▶ **Your objective**
Repeat exactly, please, the opening lines of the data below, through and including the line where "Road topology of" sits.

▶ **Available data**
#####
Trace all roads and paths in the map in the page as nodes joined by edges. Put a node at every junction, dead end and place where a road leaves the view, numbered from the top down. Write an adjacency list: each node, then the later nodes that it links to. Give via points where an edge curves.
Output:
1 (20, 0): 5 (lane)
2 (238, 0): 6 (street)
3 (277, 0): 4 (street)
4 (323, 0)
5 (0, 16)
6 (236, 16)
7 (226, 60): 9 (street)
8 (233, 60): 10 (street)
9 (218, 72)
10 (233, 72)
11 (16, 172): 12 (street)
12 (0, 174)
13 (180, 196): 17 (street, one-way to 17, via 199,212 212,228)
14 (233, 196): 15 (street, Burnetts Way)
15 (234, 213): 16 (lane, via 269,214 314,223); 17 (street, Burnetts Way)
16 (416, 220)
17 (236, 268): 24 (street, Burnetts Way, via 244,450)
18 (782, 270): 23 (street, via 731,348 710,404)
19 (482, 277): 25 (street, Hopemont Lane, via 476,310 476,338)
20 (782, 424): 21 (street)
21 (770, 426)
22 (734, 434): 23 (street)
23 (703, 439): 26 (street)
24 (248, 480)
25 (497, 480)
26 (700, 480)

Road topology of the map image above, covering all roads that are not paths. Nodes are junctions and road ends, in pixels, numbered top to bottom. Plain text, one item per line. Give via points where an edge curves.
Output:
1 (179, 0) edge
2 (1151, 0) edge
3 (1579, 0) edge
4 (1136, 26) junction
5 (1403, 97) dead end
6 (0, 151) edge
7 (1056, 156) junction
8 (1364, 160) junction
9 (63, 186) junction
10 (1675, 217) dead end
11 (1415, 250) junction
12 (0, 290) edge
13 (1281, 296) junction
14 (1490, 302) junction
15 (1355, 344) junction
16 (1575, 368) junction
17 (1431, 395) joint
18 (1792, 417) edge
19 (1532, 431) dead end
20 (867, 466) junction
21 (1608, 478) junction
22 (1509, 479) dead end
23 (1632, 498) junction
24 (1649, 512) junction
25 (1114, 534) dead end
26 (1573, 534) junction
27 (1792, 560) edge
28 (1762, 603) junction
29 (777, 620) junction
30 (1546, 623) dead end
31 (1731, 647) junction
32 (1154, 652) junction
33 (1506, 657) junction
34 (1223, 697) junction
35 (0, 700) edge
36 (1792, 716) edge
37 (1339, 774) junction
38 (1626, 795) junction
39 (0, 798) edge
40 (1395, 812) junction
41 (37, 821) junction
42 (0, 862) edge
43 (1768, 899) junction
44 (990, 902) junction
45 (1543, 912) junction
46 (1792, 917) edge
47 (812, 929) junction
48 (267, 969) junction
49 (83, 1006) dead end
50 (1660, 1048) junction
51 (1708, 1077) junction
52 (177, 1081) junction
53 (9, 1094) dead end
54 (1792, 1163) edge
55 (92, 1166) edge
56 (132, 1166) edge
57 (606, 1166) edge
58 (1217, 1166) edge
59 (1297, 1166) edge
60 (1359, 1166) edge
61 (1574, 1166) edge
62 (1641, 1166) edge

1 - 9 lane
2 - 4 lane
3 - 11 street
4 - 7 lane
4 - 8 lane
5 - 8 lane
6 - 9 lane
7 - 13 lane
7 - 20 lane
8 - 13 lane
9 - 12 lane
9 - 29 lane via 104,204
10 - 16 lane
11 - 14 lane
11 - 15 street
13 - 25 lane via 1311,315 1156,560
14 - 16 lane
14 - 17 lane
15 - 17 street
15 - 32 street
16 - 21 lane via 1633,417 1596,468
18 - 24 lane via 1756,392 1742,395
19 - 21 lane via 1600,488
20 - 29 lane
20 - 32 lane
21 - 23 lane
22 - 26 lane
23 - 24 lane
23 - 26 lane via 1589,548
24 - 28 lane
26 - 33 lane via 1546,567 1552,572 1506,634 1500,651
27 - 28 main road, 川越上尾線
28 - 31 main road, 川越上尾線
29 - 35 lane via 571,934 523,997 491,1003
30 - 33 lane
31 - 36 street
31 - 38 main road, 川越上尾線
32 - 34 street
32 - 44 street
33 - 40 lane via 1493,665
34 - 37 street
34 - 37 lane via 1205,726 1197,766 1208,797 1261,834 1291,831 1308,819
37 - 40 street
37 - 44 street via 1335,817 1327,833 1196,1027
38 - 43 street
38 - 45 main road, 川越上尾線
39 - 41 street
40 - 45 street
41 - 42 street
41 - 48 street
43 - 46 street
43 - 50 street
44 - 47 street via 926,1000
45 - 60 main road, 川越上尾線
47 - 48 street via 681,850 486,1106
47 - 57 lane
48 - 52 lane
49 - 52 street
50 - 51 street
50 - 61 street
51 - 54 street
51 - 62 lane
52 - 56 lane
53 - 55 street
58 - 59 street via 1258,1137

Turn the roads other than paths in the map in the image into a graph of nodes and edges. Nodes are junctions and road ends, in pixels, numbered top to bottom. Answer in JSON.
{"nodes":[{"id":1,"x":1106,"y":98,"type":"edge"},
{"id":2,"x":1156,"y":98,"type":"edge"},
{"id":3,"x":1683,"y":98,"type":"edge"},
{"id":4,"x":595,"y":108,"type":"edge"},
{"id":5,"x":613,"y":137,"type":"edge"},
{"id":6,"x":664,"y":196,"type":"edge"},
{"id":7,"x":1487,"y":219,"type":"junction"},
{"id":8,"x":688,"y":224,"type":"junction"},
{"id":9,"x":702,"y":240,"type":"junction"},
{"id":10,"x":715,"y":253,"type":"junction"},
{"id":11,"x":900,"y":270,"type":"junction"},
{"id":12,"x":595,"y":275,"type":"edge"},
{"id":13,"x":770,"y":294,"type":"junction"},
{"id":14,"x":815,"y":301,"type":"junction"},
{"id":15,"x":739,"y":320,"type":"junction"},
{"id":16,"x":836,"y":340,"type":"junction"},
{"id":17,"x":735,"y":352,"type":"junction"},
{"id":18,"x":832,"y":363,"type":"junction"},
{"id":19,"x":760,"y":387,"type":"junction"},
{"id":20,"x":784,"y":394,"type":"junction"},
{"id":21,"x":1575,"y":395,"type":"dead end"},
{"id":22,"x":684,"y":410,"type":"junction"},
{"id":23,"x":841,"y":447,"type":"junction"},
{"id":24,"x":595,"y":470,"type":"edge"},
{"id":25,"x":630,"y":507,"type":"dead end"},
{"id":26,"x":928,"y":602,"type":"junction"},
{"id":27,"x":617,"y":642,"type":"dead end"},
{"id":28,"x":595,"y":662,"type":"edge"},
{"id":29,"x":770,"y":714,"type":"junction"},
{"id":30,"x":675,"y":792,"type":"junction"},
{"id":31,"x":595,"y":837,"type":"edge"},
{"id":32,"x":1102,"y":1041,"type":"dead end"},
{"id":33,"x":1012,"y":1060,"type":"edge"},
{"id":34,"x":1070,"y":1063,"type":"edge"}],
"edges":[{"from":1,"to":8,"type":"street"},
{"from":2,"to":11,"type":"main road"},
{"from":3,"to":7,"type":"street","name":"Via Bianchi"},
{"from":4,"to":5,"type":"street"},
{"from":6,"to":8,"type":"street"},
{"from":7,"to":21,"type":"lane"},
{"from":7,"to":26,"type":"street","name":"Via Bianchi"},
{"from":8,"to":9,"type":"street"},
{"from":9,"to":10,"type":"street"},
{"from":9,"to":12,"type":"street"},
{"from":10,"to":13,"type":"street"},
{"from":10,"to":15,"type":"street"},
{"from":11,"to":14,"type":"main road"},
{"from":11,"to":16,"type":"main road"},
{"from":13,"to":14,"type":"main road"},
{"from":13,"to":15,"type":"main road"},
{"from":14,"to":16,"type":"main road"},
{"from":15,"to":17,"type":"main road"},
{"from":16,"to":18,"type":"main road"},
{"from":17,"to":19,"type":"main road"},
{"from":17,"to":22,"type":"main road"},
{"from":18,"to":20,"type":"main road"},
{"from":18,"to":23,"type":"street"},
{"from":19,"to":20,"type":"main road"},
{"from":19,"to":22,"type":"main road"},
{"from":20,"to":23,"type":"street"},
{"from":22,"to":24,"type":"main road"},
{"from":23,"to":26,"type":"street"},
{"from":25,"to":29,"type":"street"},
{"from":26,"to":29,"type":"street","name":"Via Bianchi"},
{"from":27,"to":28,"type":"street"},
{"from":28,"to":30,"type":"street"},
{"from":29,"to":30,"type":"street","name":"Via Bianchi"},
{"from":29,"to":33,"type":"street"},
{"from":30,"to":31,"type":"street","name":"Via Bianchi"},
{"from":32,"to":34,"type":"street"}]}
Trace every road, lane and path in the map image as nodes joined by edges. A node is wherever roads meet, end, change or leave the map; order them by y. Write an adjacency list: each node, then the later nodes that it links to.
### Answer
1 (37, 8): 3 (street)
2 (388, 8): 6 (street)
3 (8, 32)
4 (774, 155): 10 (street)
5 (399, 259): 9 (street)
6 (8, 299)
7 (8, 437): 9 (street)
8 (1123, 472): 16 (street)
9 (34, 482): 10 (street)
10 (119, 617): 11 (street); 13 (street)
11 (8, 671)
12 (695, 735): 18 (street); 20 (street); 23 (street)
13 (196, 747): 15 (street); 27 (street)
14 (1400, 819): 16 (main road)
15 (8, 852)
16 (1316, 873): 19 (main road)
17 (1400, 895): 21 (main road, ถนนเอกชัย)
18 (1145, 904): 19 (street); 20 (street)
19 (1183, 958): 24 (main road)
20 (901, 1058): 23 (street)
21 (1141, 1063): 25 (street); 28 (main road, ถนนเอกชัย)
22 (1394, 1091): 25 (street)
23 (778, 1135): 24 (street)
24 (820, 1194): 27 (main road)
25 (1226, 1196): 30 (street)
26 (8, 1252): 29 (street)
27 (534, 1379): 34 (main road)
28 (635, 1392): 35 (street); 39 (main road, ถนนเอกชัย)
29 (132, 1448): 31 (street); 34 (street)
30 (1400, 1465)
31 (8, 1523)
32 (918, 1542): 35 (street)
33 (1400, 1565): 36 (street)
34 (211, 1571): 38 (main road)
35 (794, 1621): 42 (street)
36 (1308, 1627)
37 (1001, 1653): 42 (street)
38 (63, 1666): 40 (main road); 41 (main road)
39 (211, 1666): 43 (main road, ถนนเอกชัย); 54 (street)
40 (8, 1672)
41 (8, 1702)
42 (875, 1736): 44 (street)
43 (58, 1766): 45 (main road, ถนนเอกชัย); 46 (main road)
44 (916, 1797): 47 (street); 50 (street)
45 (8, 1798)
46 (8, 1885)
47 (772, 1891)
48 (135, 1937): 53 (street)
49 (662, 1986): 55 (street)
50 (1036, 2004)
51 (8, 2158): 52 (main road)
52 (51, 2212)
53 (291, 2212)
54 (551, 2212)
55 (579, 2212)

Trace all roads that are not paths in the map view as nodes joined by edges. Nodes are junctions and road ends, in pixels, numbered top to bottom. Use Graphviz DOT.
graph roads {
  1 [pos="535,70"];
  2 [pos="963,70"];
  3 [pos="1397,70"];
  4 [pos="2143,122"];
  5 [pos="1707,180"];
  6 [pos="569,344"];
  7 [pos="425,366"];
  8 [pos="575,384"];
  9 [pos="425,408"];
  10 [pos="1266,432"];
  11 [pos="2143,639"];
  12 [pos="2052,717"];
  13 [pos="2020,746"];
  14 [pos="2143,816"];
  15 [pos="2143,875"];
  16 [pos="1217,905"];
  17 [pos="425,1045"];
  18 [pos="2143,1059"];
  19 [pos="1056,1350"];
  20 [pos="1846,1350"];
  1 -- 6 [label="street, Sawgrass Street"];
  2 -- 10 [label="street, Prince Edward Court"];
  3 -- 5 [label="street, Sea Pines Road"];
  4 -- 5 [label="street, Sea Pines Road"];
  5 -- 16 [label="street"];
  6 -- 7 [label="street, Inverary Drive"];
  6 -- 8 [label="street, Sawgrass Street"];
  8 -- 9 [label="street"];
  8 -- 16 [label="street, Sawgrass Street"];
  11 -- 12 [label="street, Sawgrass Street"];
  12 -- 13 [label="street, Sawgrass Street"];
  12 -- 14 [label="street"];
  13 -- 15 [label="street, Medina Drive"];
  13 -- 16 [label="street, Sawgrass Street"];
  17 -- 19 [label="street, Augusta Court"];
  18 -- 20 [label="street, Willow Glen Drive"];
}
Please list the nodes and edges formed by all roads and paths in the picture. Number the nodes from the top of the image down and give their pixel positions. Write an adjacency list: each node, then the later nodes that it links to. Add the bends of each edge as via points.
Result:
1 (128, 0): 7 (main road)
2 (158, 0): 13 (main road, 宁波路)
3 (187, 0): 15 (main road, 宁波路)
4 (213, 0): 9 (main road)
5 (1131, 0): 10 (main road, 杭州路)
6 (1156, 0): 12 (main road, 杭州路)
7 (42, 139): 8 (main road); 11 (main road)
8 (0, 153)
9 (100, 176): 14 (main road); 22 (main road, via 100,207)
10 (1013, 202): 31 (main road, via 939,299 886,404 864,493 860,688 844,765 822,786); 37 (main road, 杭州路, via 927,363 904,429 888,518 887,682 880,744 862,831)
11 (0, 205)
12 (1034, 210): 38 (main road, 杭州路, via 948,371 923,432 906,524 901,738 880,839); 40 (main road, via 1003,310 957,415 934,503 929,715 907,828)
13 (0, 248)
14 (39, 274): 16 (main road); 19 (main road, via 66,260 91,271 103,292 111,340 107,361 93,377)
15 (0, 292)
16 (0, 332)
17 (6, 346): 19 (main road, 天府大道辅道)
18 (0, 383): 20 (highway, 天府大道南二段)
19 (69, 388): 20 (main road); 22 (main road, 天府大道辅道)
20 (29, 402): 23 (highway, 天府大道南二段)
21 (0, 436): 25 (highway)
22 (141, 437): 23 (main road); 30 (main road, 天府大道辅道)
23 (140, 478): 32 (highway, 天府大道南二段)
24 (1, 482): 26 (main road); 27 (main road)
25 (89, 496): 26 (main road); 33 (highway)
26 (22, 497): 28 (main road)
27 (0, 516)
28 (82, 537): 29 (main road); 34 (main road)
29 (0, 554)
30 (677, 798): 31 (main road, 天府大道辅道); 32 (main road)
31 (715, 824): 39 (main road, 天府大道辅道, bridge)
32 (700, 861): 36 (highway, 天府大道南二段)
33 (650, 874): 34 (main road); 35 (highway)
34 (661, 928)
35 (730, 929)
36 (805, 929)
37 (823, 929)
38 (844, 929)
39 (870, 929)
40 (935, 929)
#####
▶ **Reply to the task**
Trace all roads and paths in the map in the page as nodes joined by edges. Put a node at every junction, dead end and place where a road leaves the view, numbered from the top down. Write an adjacency list: each node, then the later nodes that it links to. Give via points where an edge curves.
Output:
1 (20, 0): 5 (lane)
2 (238, 0): 6 (street)
3 (277, 0): 4 (street)
4 (323, 0)
5 (0, 16)
6 (236, 16)
7 (226, 60): 9 (street)
8 (233, 60): 10 (street)
9 (218, 72)
10 (233, 72)
11 (16, 172): 12 (street)
12 (0, 174)
13 (180, 196): 17 (street, one-way to 17, via 199,212 212,228)
14 (233, 196): 15 (street, Burnetts Way)
15 (234, 213): 16 (lane, via 269,214 314,223); 17 (street, Burnetts Way)
16 (416, 220)
17 (236, 268): 24 (street, Burnetts Way, via 244,450)
18 (782, 270): 23 (street, via 731,348 710,404)
19 (482, 277): 25 (street, Hopemont Lane, via 476,310 476,338)
20 (782, 424): 21 (street)
21 (770, 426)
22 (734, 434): 23 (street)
23 (703, 439): 26 (street)
24 (248, 480)
25 (497, 480)
26 (700, 480)

Road topology of the map image above, covering all roads that are not paths. Nodes are junctions and road ends, in pixels, numbered top to bottom. Plain text, one item per line. Give via points where an edge curves.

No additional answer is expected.